Leon set his fork down and reached for his water glass, to dispel the tightness in his throat. They were two months behind on the mortgage. “Tough luck,” he said.
“She says she actually likes it.”
“At least she would’ve seen it coming,” he said, “being a psychic and all.”
“I asked her about that,” Marie said. “She said she’d had visions of highways, but she’d always just assumed she was going on a road trip.”
“A van,” Leon said. “That seems like it’d be a difficult life.”
“Did you know there are jobs you can do, if you’re mobile?”
“What kind of jobs?”
“Taking tickets in fairgrounds. Working in warehouses around the holiday rush. Some agricultural stuff. Clarissa said she got a job she liked in a campground for a while, cleaning up and dealing with campers.”
“Interesting.” He had to say something.
“Leon,” she said, “what if we just left in the RV?”
His initial thought was that the idea was ridiculous, but he waited a gentle moment or two before he asked, “And went where, love?”
“Wherever we want. We could go anywhere.”
“Let’s think about it,” he’d said.
The idea had seemed crazy for only a few hours, maybe less. He lay awake that night, sweating through the sheets—it was hard to sleep without air-conditioning, but they were keeping a careful budget and Marie had calculated that if they ran the A/C that week they’d be unable to pay the minimums on their credit card bills—and he realized the plan’s brilliance: they could just leave. The house that kept him up at night could become someone else’s problem.

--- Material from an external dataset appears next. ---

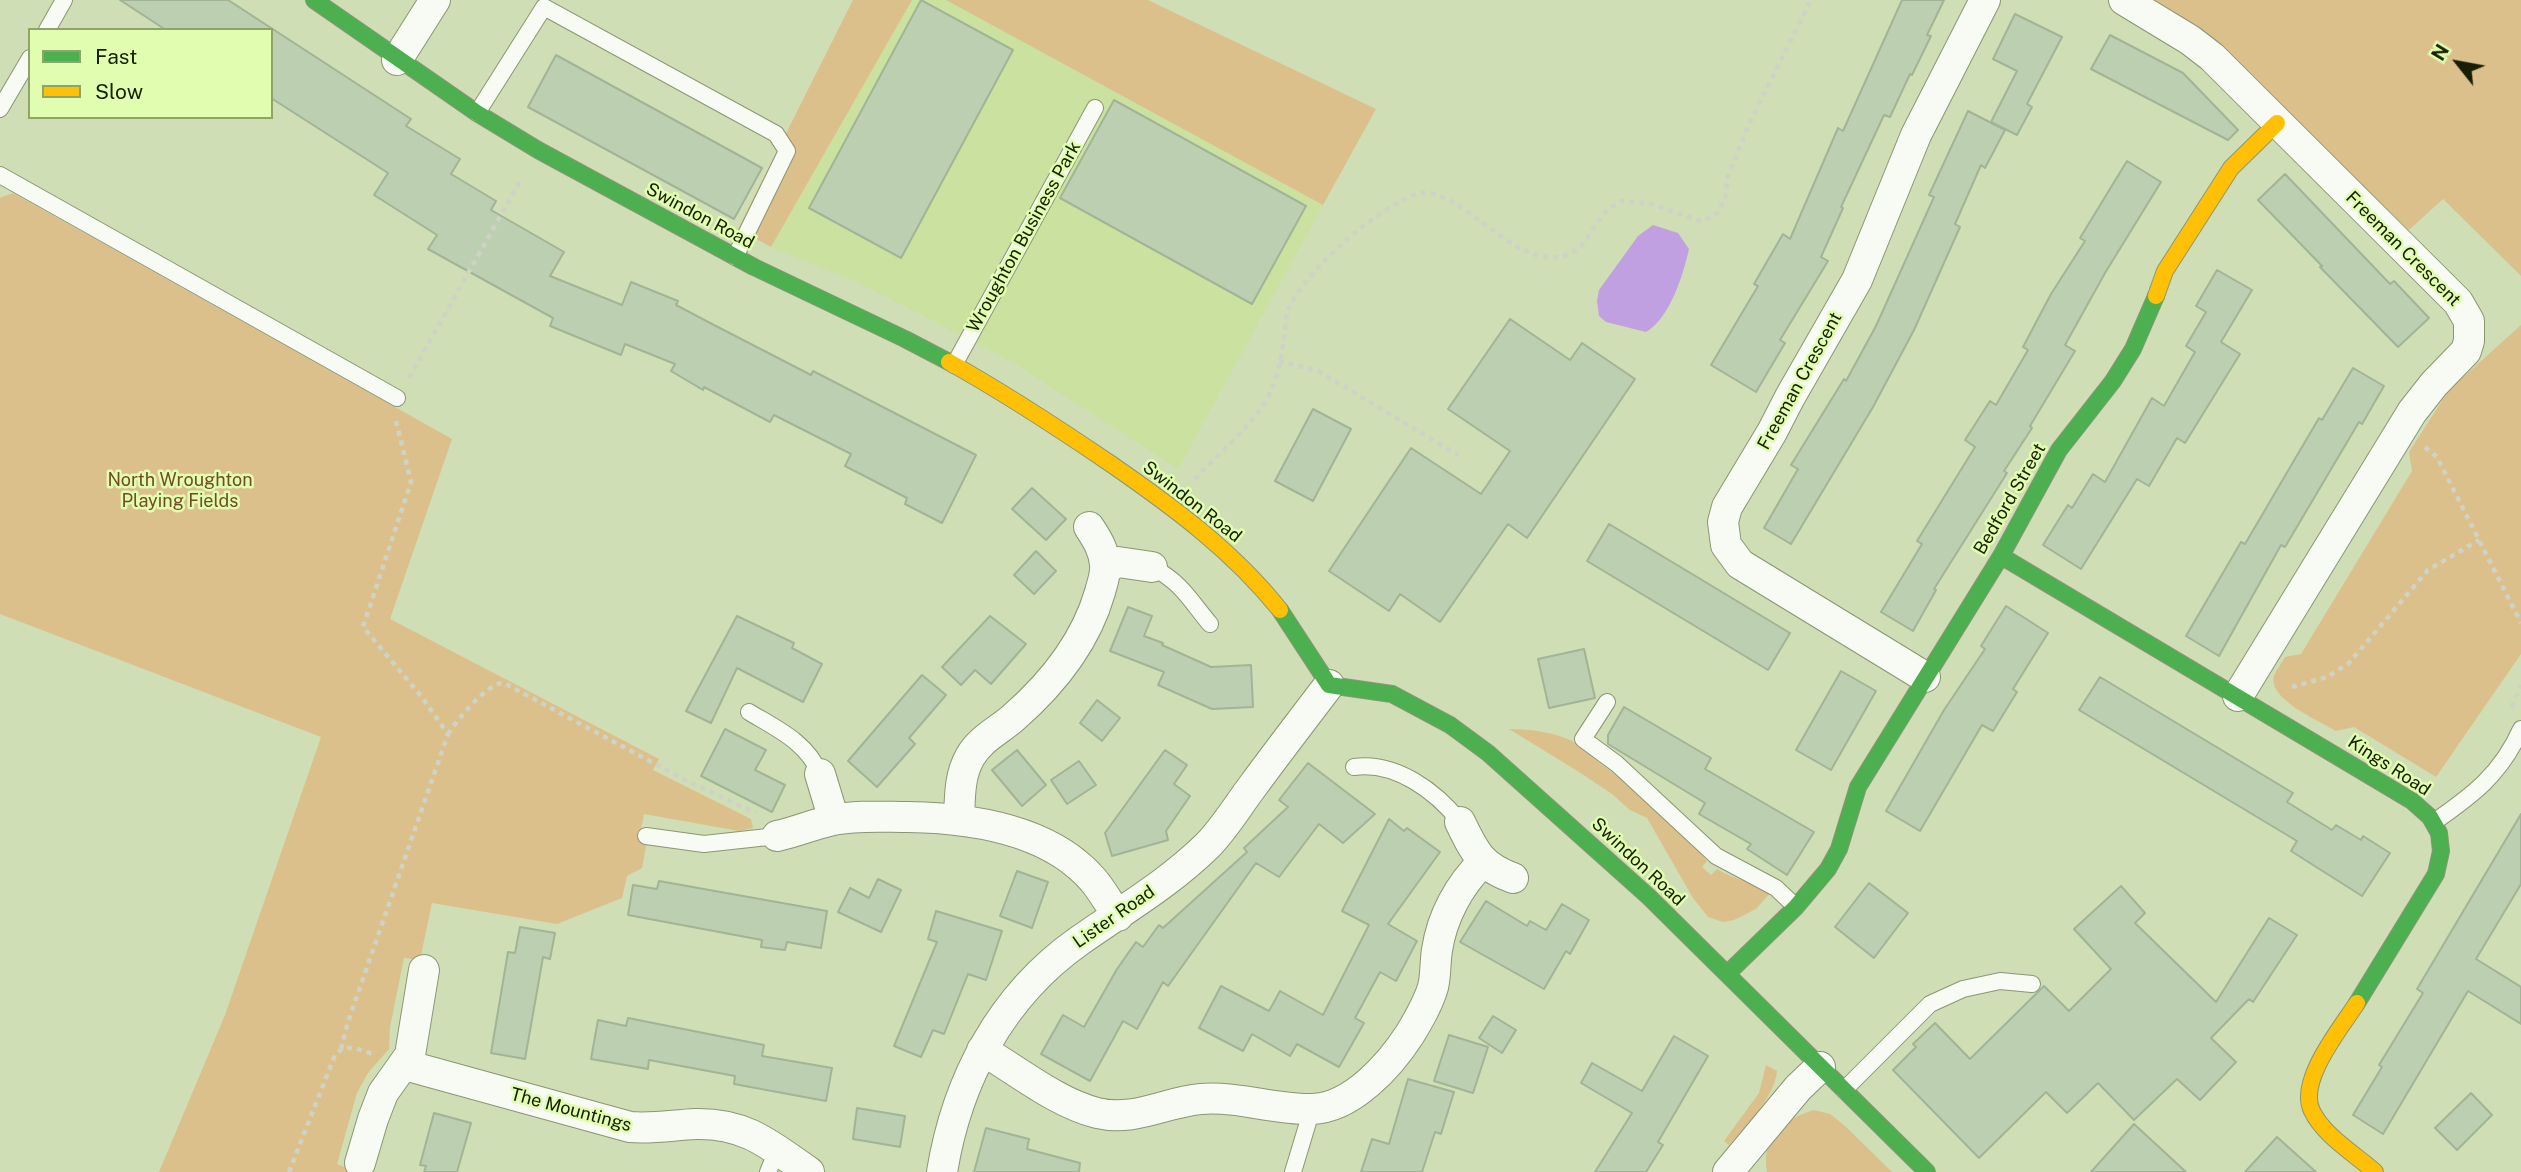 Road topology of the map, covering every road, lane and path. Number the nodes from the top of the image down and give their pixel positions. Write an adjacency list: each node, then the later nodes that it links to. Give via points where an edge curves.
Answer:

“I’ve been thinking about your idea,” he said to Marie over breakfast. “Let’s do it.”
“I’m sorry, do what?” She was always tired and sluggish in the mornings.

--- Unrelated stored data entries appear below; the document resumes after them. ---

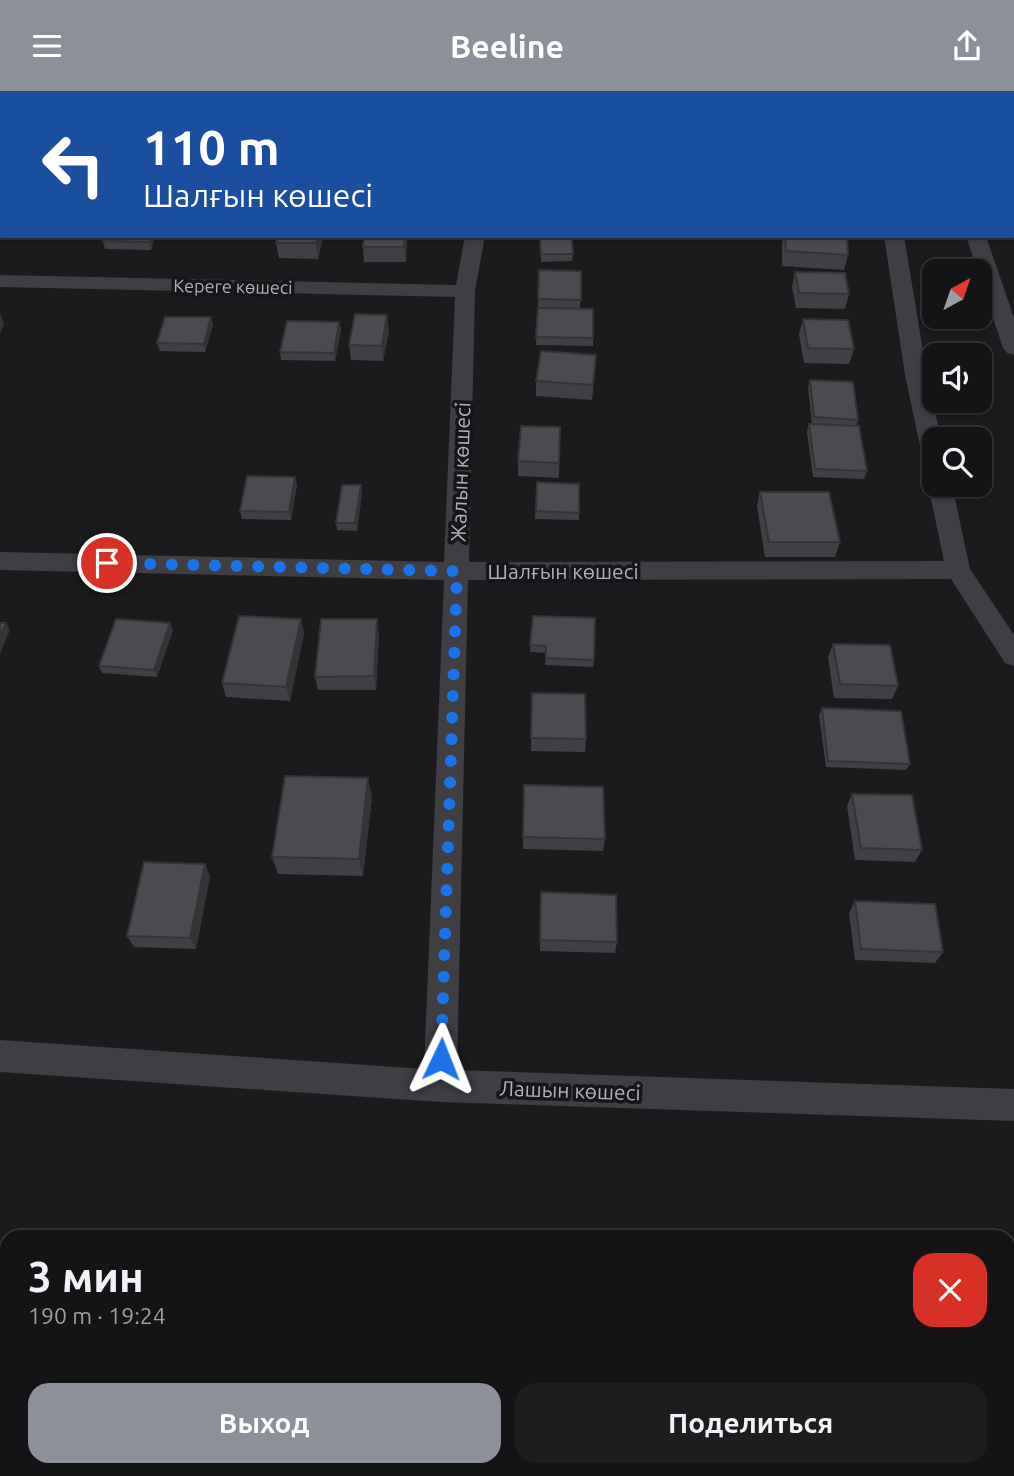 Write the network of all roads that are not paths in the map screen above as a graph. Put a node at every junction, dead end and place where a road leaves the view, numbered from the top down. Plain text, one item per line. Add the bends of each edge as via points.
1 (475, 238) edge
2 (894, 238) edge
3 (977, 238) edge
4 (0, 281) edge
5 (465, 291) junction
6 (1014, 348) edge
7 (927, 427) edge
8 (943, 497) edge
9 (0, 561) edge
10 (958, 570) junction
11 (457, 571) junction
12 (1014, 656) edge
13 (0, 1056) edge
14 (440, 1086) junction
15 (1014, 1105) edge

1 - 5 street, Жалын көшесі
2 - 7 street
3 - 6 street
4 - 5 street, Кереге көшесі
5 - 11 street, Жалын көшесі
8 - 10 street
9 - 11 street, Шалғын көшесі
10 - 11 street, Шалғын көшесі
10 - 12 street
11 - 14 street, Жалын көшесі
13 - 14 street, Лашын көшесі
14 - 15 street, Лашын көшесі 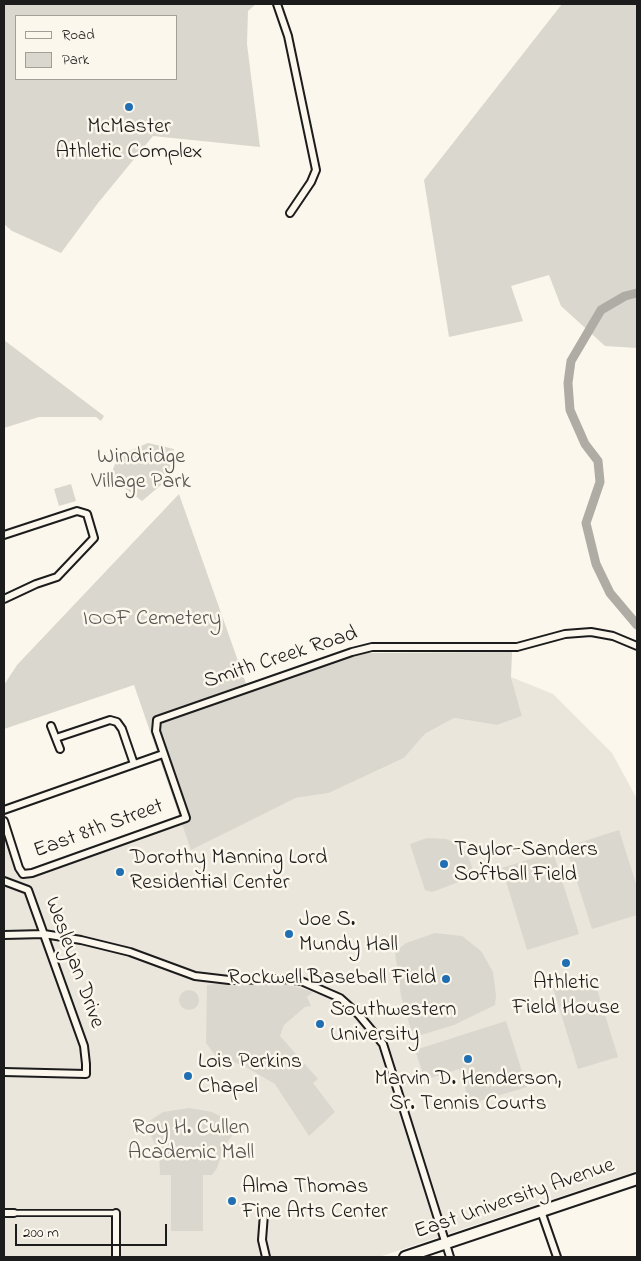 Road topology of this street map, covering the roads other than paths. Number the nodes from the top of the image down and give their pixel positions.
1 (277, 4) edge
2 (290, 213) dead end
3 (4, 535) edge
4 (4, 598) edge
5 (637, 646) edge
6 (51, 726) dead end
7 (56, 738) junction
8 (60, 749) dead end
9 (163, 754) junction
10 (134, 764) junction
11 (4, 810) edge
12 (186, 818) joint
13 (4, 821) edge
14 (4, 881) edge
15 (44, 934) junction
16 (4, 935) edge
17 (4, 1072) edge
18 (637, 1179) edge
19 (541, 1211) junction
20 (4, 1213) edge
21 (14, 1213) joint
22 (116, 1213) joint
23 (264, 1214) dead end
24 (446, 1244) junction
25 (116, 1257) edge
26 (266, 1257) edge
27 (405, 1257) edge
28 (450, 1257) edge
29 (556, 1257) edge

1 - 2 street
3 - 4 street
5 - 9 street, Smith Creek Road
6 - 7 street
7 - 8 street
7 - 10 street
9 - 10 street
9 - 12 street, Smith Creek Road
10 - 11 street
12 - 13 street, East 8th Street
14 - 15 street, Wesleyan Drive
15 - 16 street
15 - 17 street, Wesleyan Drive
15 - 24 street
18 - 19 main road, East University Avenue
19 - 24 main road, East University Avenue
19 - 29 street
20 - 21 street
21 - 22 street
22 - 25 street
23 - 26 street
24 - 27 main road, East University Avenue
24 - 28 street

“Let’s just get in the RV and drive away,” he said, and her smile was a balm. Once the decision was made, he felt a peculiar urgency. In retrospect, there was no real rush, but they were gone four days later.

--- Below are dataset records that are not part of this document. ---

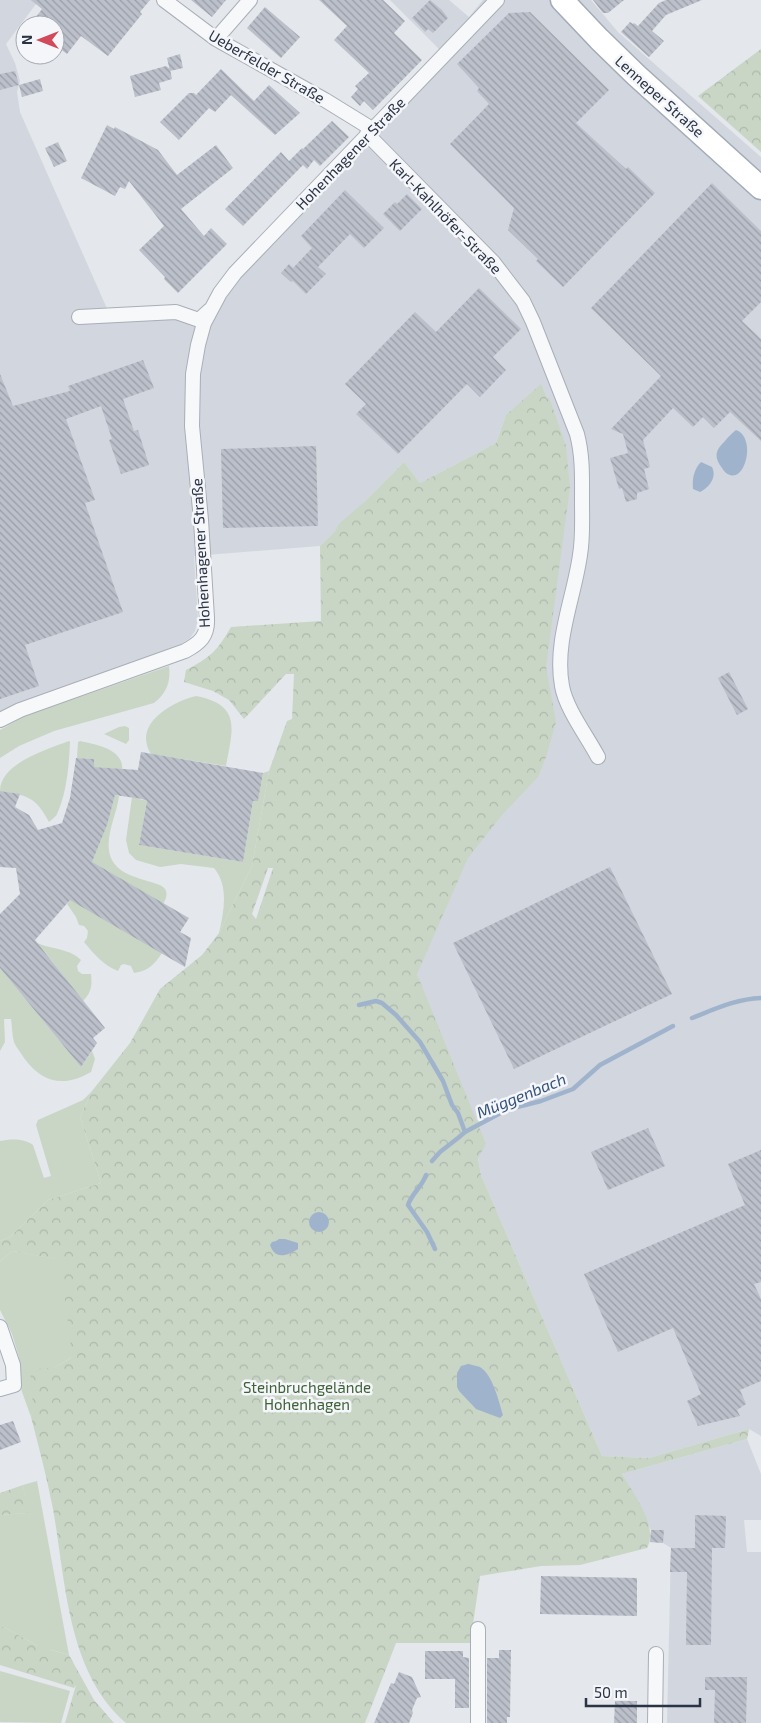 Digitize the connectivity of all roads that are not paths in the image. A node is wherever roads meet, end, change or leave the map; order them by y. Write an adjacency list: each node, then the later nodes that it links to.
1 (164, 0): 5 (street, Ueberfelder Straße)
2 (250, 0): 5 (street)
3 (497, 0): 6 (street, Hohenhagener Straße)
4 (562, 0): 7 (main road, Lenneper Straße)
5 (216, 39): 6 (street, Ueberfelder Straße)
6 (370, 132): 8 (street, Hohenhagener Straße); 11 (street, Karl-Kahlhöfer-Straße)
7 (761, 188)
8 (210, 310): 9 (street); 10 (street, Hohenhagener Straße)
9 (79, 318)
10 (0, 720)
11 (598, 757)
12 (0, 1327): 13 (street)
13 (0, 1390)
14 (478, 1629): 16 (street)
15 (656, 1654): 17 (street)
16 (478, 1723)
17 (655, 1723)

When he walked through the rooms one last time, Leon could tell the house was already done with them, a sense of vacancy pervading the air. Most of the furniture was still there, most of their belongings, a calendar pinned to the wall in the kitchen, coffee cups in the cupboards, books on shelves, but the rooms already conveyed an impression of abandonment. Leon would not have predicted that he and his wife would turn out to be the kind of people who’d abandon a house. He would’ve imagined that such an act would bury a person under fathoms of shame, but here on the expressway in the early morning light, abandoning the house felt unexpectedly like triumph. Leon pulled out of the driveway, made a couple of turns, and then they were on the expressway leaving forever.